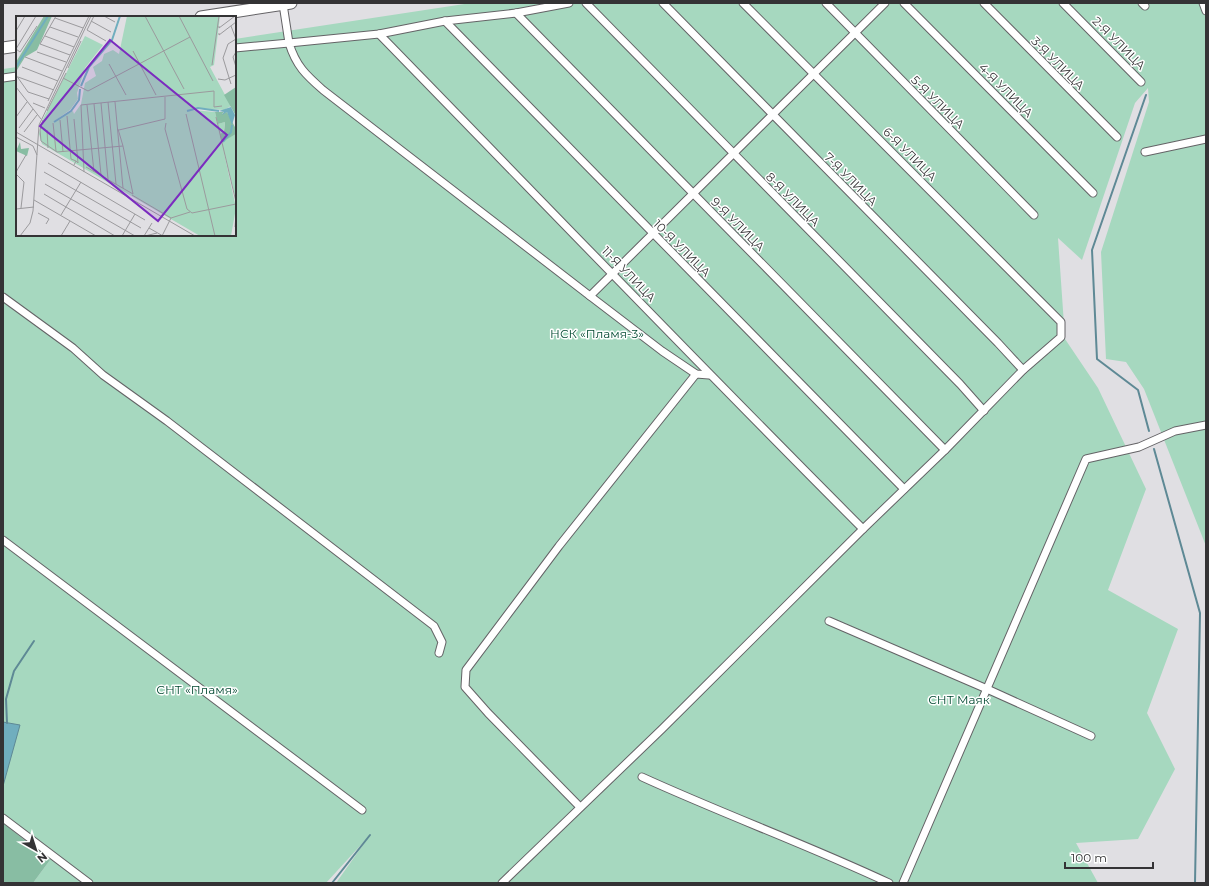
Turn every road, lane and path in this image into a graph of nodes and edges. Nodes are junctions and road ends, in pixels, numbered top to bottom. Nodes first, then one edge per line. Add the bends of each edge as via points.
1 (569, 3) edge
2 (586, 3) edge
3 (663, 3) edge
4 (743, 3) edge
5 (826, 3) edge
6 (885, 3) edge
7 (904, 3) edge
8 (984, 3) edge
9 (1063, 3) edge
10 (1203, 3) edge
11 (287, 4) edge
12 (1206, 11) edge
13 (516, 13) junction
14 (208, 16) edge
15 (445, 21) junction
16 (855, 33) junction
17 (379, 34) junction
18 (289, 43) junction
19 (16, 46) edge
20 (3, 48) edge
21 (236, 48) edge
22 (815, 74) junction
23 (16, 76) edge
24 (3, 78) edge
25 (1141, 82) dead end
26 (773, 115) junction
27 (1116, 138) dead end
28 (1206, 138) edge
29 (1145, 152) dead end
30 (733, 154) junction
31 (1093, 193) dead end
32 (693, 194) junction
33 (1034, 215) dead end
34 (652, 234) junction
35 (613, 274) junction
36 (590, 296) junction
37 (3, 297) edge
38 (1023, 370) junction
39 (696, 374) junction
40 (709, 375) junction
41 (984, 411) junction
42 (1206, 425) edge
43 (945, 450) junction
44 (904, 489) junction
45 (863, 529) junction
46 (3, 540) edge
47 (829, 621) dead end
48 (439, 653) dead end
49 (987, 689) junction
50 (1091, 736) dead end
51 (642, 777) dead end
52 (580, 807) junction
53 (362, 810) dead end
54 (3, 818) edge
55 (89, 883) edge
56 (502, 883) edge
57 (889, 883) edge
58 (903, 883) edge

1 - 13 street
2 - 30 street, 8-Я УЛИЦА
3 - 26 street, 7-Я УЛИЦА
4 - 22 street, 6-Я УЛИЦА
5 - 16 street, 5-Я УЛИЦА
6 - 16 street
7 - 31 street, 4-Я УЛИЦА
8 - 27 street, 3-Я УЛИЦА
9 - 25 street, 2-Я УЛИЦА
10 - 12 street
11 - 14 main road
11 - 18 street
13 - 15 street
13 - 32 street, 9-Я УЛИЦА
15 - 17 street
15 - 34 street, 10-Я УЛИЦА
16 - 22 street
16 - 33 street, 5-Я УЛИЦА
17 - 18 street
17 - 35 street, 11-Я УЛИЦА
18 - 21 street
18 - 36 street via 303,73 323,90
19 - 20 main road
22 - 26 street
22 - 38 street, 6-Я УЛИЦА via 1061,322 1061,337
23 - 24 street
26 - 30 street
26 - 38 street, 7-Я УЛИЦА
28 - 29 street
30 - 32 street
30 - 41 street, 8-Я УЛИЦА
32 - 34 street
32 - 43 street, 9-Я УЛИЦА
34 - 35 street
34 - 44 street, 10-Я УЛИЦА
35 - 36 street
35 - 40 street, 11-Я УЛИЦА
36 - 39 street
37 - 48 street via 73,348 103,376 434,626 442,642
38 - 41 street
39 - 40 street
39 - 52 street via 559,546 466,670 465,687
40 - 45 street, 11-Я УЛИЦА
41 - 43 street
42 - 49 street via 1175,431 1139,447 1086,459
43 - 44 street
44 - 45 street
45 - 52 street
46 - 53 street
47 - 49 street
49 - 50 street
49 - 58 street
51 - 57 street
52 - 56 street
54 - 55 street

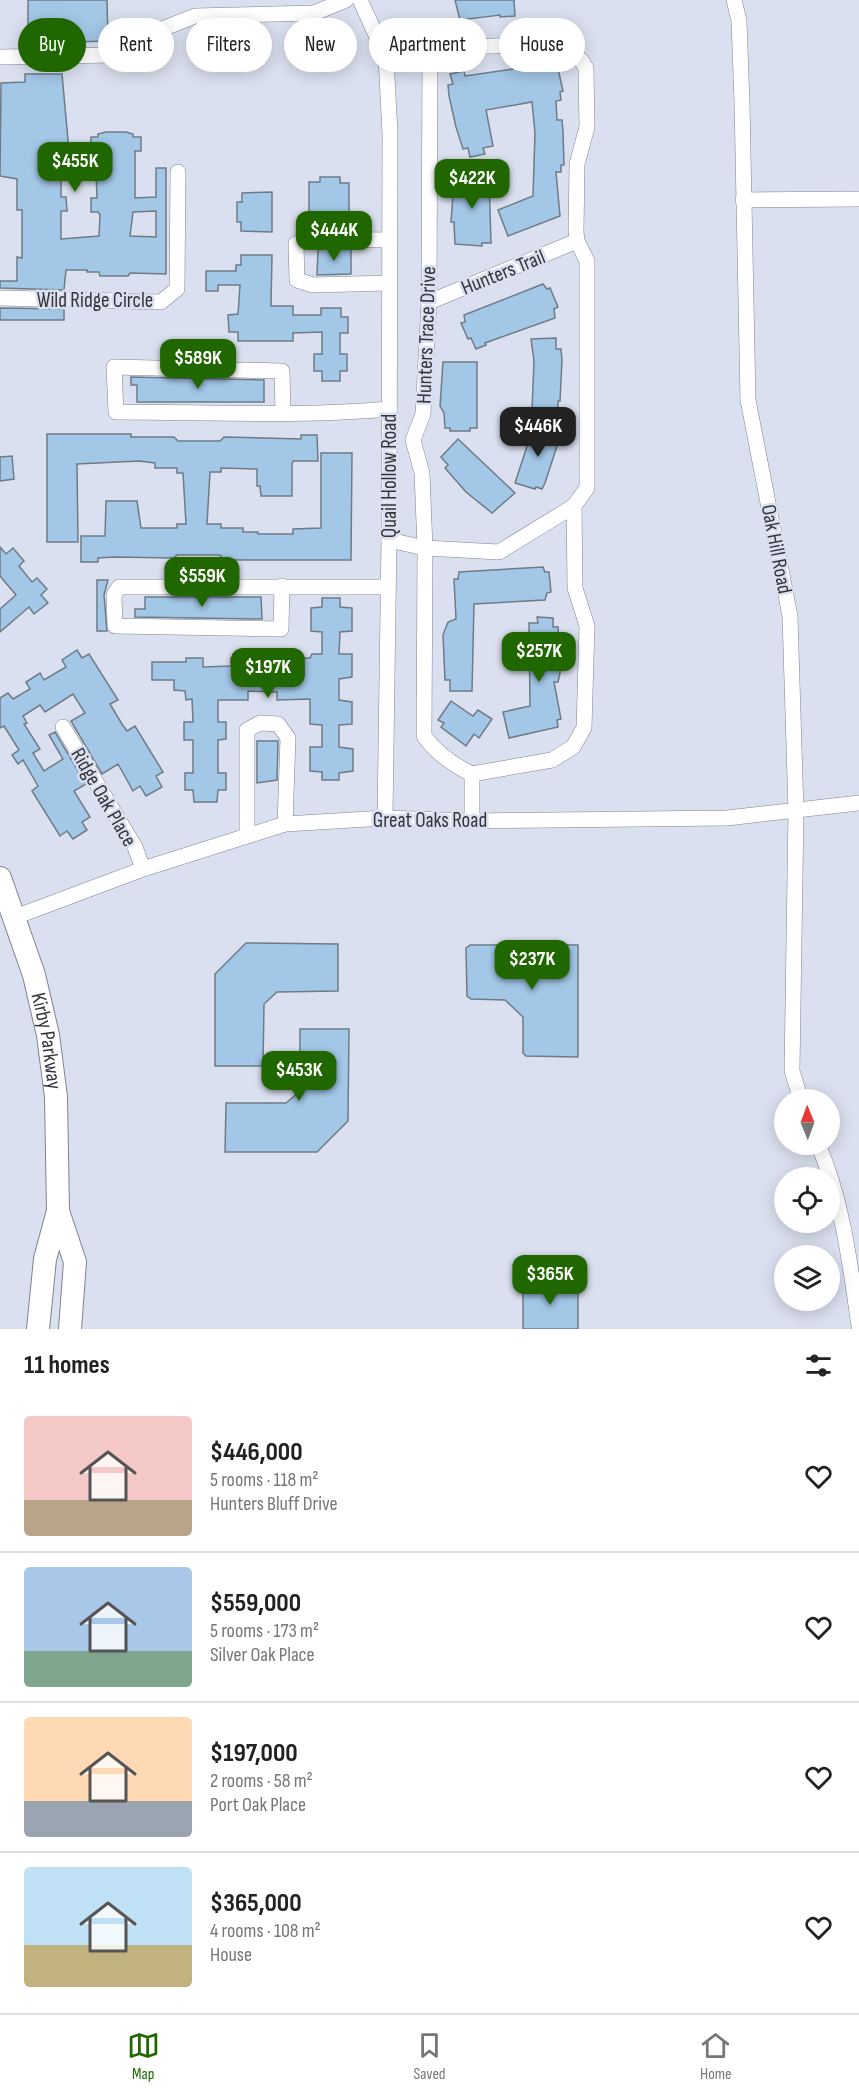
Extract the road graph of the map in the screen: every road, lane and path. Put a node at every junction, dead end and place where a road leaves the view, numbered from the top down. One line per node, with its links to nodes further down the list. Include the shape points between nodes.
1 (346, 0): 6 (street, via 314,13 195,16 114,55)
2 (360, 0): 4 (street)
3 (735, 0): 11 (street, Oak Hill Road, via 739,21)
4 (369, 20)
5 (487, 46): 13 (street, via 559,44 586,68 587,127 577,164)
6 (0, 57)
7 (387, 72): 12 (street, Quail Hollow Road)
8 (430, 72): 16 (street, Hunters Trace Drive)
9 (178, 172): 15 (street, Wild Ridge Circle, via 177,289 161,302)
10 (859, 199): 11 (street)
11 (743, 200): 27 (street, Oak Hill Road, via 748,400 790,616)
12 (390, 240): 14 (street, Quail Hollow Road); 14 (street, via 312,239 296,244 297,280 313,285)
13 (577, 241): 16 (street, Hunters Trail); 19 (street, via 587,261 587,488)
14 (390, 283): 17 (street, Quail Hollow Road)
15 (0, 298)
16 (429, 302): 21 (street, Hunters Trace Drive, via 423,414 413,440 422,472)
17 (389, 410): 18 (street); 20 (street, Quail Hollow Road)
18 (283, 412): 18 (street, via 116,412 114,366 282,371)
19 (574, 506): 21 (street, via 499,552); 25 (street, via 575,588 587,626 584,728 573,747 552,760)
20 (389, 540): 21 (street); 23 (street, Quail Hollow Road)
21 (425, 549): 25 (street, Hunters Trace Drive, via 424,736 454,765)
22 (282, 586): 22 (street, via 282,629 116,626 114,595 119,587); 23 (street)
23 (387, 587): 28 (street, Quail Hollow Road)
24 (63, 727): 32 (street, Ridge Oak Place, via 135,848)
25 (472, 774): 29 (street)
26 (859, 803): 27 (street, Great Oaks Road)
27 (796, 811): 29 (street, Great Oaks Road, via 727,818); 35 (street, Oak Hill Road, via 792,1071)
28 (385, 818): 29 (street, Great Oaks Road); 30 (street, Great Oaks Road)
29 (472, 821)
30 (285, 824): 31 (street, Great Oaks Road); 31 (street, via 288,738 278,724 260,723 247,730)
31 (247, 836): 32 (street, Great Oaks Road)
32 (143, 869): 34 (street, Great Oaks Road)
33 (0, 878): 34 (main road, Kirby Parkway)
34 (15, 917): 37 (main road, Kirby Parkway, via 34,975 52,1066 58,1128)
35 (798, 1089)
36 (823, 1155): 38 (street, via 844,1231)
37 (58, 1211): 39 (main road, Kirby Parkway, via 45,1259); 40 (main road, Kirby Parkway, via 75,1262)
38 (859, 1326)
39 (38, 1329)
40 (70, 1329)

■ To do ■
Search the entries for the word "Trace" and pick out every line that holds it.

■ Result of this exercise ■
8 (430, 72): 16 (street, Hunters Trace Drive)
16 (429, 302): 21 (street, Hunters Trace Drive, via 423,414 413,440 422,472)
21 (425, 549): 25 (street, Hunters Trace Drive, via 424,736 454,765)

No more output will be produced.